MapLite integrates simple GPS data found on Google Maps with a sequence of sensors that observe the road conditions. Together, these two elements enabled the researchers to autonomously drive on various unpaved country roads in Devens, Massachusetts, and reliably detect the road over 100 feet in advance. (As part of a partnership with the Toyota Research Institute, the team used a Toyota Prius in which they fitted a range of IMU and LIDAR sensors.)
The reason this kind of ‘map-less’ approach hasn’t really been done before is because it is generally much harder to reach the same accuracy and reliability as with detailed maps. A system like this that can navigate just with on-board sensors shows the potential of self-driving cars being able to actually handle roads beyond the small number that tech companies have mapped.
Teddy Ort, CSAIL Graduate Student
Ort, Rus, and Ph.D. graduate Liam Paull, who is at present an assistant professor at the University of Montreal, are the co-authors of the paper, which will be presented at the International Conference on Robotics and Automation (ICRA) in Brisbane, Australia, in May 2018.
Despite all the advancements made with respect to self-driving cars, their navigation skills are still short of those of humans. Considering the way people get around on their own: while trying to reach a particular location, people probably feed an address into their phone and then consult it now and then along the way, such as while approaching highway exits or intersections.

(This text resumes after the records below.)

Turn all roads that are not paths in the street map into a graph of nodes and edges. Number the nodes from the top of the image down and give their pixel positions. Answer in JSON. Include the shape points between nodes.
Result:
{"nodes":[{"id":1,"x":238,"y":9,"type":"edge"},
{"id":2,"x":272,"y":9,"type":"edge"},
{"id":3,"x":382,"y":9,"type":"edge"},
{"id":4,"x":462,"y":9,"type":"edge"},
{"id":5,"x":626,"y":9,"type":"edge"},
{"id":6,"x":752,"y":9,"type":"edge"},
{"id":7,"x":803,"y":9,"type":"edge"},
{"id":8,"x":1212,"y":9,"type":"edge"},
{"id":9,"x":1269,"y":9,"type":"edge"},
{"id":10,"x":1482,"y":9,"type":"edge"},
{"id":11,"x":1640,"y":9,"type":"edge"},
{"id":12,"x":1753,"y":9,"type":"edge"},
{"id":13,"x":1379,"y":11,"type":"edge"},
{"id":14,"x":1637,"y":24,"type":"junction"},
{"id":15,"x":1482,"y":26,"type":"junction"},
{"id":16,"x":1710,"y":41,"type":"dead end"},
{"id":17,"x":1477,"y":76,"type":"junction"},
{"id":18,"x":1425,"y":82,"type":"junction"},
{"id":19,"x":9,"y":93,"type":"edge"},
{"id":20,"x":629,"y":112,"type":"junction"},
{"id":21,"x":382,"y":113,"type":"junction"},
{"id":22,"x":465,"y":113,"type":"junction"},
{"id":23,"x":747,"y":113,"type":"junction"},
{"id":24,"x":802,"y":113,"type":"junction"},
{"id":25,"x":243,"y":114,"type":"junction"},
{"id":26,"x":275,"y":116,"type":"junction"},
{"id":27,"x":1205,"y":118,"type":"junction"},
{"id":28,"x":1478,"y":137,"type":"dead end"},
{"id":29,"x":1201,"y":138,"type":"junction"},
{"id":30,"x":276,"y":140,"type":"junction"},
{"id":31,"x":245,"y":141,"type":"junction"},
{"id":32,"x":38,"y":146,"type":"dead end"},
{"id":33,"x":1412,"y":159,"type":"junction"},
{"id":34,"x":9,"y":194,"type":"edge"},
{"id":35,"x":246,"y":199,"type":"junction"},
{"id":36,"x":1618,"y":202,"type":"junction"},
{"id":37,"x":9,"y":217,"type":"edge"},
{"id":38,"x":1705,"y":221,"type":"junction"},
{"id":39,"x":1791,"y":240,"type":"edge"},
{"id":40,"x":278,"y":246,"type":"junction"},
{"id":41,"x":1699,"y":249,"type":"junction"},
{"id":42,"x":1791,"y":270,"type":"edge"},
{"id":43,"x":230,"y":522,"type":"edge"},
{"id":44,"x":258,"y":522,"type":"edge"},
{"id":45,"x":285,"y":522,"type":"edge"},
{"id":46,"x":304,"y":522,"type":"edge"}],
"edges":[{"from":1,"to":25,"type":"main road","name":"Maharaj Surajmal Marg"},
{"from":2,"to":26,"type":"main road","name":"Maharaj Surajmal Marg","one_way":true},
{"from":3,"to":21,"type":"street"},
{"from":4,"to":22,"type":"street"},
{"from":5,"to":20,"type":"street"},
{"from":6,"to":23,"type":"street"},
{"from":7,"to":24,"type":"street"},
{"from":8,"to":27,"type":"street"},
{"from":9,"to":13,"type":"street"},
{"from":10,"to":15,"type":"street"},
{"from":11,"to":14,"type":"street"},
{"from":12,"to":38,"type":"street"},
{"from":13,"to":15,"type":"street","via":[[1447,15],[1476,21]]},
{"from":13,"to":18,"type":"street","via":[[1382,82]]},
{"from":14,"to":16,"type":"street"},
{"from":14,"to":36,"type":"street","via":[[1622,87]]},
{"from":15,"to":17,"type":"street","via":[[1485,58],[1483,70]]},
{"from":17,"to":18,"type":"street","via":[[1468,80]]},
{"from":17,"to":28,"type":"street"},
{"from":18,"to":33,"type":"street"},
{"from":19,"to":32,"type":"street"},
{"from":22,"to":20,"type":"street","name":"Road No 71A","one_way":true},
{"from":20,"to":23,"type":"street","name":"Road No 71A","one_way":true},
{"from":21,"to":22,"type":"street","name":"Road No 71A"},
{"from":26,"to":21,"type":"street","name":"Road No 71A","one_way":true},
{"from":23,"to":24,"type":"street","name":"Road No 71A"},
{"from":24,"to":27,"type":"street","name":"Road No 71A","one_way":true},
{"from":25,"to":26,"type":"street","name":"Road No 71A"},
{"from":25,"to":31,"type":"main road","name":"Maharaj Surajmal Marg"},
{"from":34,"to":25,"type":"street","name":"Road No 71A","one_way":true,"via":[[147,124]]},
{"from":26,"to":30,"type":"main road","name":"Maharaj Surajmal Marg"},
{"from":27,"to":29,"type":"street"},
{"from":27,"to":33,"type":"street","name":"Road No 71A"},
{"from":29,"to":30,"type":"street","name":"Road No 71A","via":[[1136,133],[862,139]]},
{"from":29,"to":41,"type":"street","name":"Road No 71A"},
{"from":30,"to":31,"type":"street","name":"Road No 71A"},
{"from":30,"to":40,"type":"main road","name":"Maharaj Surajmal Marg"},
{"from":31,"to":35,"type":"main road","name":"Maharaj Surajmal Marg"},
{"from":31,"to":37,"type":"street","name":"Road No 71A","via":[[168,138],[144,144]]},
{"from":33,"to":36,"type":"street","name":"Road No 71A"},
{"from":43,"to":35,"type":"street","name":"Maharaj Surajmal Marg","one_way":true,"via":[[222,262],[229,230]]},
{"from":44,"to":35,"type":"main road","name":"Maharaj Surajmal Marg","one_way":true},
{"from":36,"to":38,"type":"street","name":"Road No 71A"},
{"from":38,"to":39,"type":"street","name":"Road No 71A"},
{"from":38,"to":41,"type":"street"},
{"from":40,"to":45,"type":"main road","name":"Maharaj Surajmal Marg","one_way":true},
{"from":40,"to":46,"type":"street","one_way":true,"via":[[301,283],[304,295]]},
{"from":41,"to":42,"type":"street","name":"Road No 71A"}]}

On the other hand, if one were to travel the world similar to the majority of the self-driving cars, they would essentially be looking at the phone the entire time they walk. Prevalent systems are still more reliant on maps and only use vision algorithms and sensors to avoid dynamic objects such as other cars and pedestrians.
However, MapLite uses sensors for all facets of navigation and relies on GPS data only for acquiring a rough estimate of the location of the car. Initially, the system sets a final destination and also a “local navigation goal,” as per the researchers, which must be within the view of the car. Then, the perception sensors in the system produce a path to reach that point, making use of LIDAR for estimating the location of the road’s edges. MapLite has the ability to perform this without any physical road markings by making basic assumptions related to the way the road will be comparatively more flat than the adjacent areas.
“Our minimalist approach to mapping enables autonomous driving on country roads using local appearance and semantic features such as the presence of a parking spot or a side road,” stated Rus.
The researchers developed a system of “parameterized” models, indicating that they depict multiple situations that are quite similar. For instance, one model might be adequately broad to ascertain the course of actions at intersections, or on a particular type of road.
MapLite is different from other map-less driving strategies that are more dependent on machine learning in that it is trained on data from one set of roads and is then tested on the others.
At the end of the day, we want to be able to ask the car questions like ‘how many roads are merging at this intersection'? By using modeling techniques, if the system doesn’t work or is involved in an accident, we can better understand why.
Teddy Ort, CSAIL Graduate Student
Yet, MapLite has some limiting factors. For instance, it is not yet adequately dependable for mountain roads because it does not take into account drastic changes in elevation. The following move of the researchers is to increase the type of roads that can be handled by the vehicle. Eventually, their aim is to make their system achieve comparable levels of reliability and performance as mapped systems, however with a considerably broader range.
“I imagine that the self-driving cars of the future will always make some use of 3D maps in urban areas,” stated Ort. “But when called upon to take a trip off the beaten path, these vehicles will need to be as good as humans at driving on unfamiliar roads they have never seen before. We hope our work is a step in that direction.”
The National Science Foundation and the Toyota Research Initiative partially supported this study.